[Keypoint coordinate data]
[Start of Attachment]

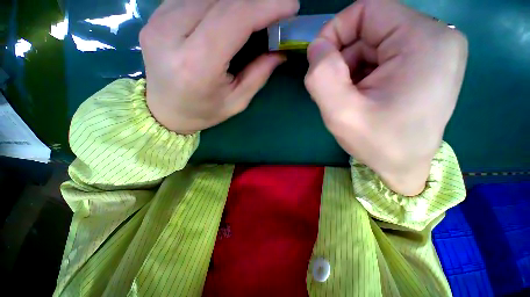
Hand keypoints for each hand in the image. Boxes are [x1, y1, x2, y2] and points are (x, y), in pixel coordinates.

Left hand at [140, 0, 299, 133]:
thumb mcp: (236, 101)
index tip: (290, 6)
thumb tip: (280, 52)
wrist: (165, 110)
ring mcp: (158, 20)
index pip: (234, 18)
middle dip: (255, 1)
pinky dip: (218, 1)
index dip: (266, 7)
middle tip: (275, 9)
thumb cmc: (203, 111)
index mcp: (197, 64)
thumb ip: (258, 75)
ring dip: (237, 1)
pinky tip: (228, 13)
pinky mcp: (155, 15)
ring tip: (254, 14)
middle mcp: (172, 35)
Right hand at [305, 0, 467, 195]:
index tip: (319, 63)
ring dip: (351, 70)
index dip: (335, 32)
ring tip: (349, 98)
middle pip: (370, 29)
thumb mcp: (342, 114)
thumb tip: (316, 47)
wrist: (405, 165)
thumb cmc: (378, 144)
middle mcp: (436, 36)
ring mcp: (433, 50)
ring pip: (373, 44)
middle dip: (343, 59)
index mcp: (424, 40)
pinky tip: (361, 97)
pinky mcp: (426, 63)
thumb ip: (322, 77)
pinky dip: (363, 74)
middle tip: (336, 92)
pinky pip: (382, 56)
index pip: (367, 10)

[End of Attachment]

After removing each picture, print the entries above exactly as they were.

- [ANSWER TO THIS PROBLEM]:
Hand keypoints for each hand in the image. Boxes are [x1, y1, x2, y2] and points are (x, y), in pixel coordinates.

Left hand at [140, 0, 299, 133]:
thumb mcp: (236, 101)
index tip: (290, 6)
thumb tip: (280, 52)
wrist: (165, 110)
ring mcp: (158, 20)
index pip: (234, 18)
middle dip: (255, 1)
pinky dip: (218, 1)
index dip: (266, 7)
middle tip: (275, 9)
thumb cmc: (203, 111)
index mcp: (197, 64)
thumb ip: (258, 75)
ring dip: (237, 1)
pinky tip: (228, 13)
pinky mcp: (155, 15)
ring tip: (254, 14)
middle mcp: (172, 35)
Right hand at [305, 0, 467, 195]:
index tip: (319, 63)
ring dip: (351, 70)
index dip: (335, 32)
ring tip: (349, 98)
middle pip: (370, 29)
thumb mcp: (342, 114)
thumb tip: (316, 47)
wrist: (405, 165)
thumb cmc: (378, 144)
middle mcp: (436, 36)
ring mcp: (433, 50)
ring pip: (373, 44)
middle dip: (343, 59)
index mcp: (424, 40)
pinky tip: (361, 97)
pinky mcp: (426, 63)
thumb ip: (322, 77)
pinky dip: (363, 74)
middle tip: (336, 92)
pinky pip: (382, 56)
index pip: (367, 10)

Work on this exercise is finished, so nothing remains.